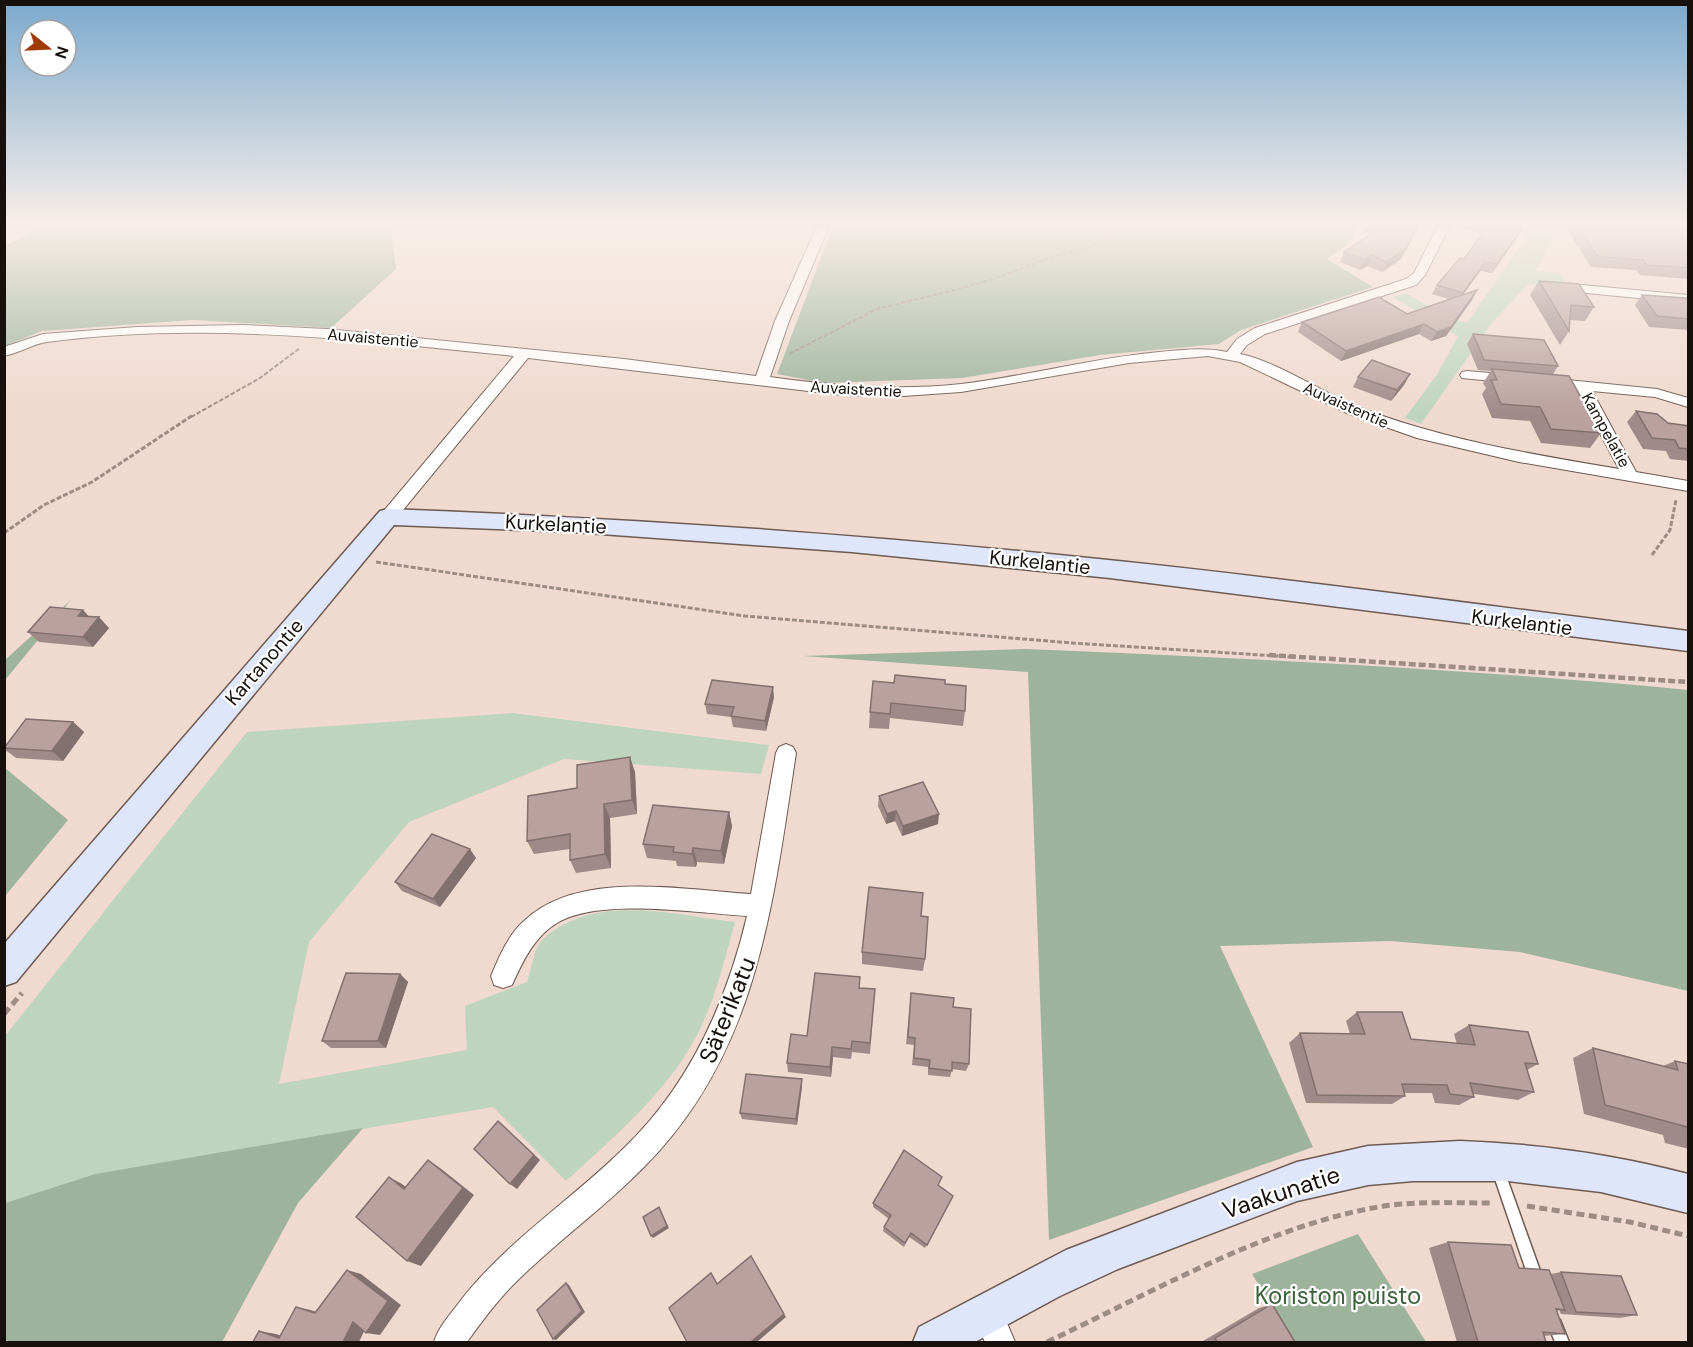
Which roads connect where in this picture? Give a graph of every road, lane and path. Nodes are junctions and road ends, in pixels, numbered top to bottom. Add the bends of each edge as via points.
1 (797, 289) edge
2 (958, 289) edge
3 (1390, 289) edge
4 (1582, 289) edge
5 (1689, 299) edge
6 (327, 333) junction
7 (4, 336) edge
8 (44, 338) junction
9 (4, 352) edge
10 (524, 353) junction
11 (1232, 356) junction
12 (767, 363) junction
13 (1467, 375) dead end
14 (761, 382) junction
15 (1581, 385) junction
16 (1689, 403) edge
17 (1630, 475) junction
18 (1683, 485) edge
19 (388, 517) junction
20 (4, 533) edge
21 (1652, 555) dead end
22 (375, 562) dead end
23 (1689, 641) edge
24 (1689, 682) edge
25 (786, 753) dead end
26 (761, 906) junction
27 (4, 970) edge
28 (503, 976) dead end
29 (1496, 1163) junction
30 (1689, 1194) edge
31 (1509, 1203) junction
32 (1689, 1236) edge
33 (1541, 1290) edge
34 (1549, 1311) edge
35 (994, 1328) edge
36 (449, 1342) edge
37 (934, 1342) edge
38 (1047, 1342) edge
39 (1562, 1342) edge

1 - 12 street
2 - 12 path via 877,309
3 - 11 street via 1260,331 1242,342
4 - 5 street
6 - 8 street, Auvaistentie via 189,330
6 - 10 street, Auvaistentie
6 - 20 path
7 - 8 street
8 - 9 street, Auvaistentie
10 - 14 street, Auvaistentie
10 - 19 street, Kartanontie
11 - 14 street, Auvaistentie via 1174,353 960,388 914,391 842,391
11 - 17 street, Auvaistentie via 1354,411 1422,435 1509,455
12 - 14 street
13 - 15 street, Kampelatie
15 - 16 street, Kampelatie via 1657,393
15 - 17 street, Kampelatie
17 - 18 street, Auvaistentie
18 - 21 path via 1666,540
19 - 23 street, Kurkelantie via 573,524 864,545 1110,569
19 - 27 street, Kartanontie
22 - 24 path via 744,616 1072,644
25 - 26 street, Säterikatu
26 - 28 street via 622,897 574,903 552,913 532,929 513,950
26 - 36 street, Säterikatu via 753,945 726,1025 701,1074 671,1118 629,1162 507,1269
29 - 30 street, Vaakunatie via 1601,1173
29 - 31 lane
29 - 35 street, Vaakunatie via 1378,1164 1323,1174 1270,1191 1062,1273
31 - 32 path via 1630,1222
31 - 33 lane
31 - 38 path via 1410,1203 1320,1223 1221,1262
34 - 39 lane
35 - 37 street, Vaakunatie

____________

Aim of the exercise
Show the lines above that have the word "path".

Solution to this exercise
Which roads connect where in this picture? Give a graph of every road, lane and path. Nodes are junctions and road ends, in pixels, numbered top to bottom. Add the bends of each edge as via points.
2 - 12 path via 877,309
6 - 20 path
18 - 21 path via 1666,540
22 - 24 path via 744,616 1072,644
31 - 32 path via 1630,1222
31 - 38 path via 1410,1203 1320,1223 1221,1262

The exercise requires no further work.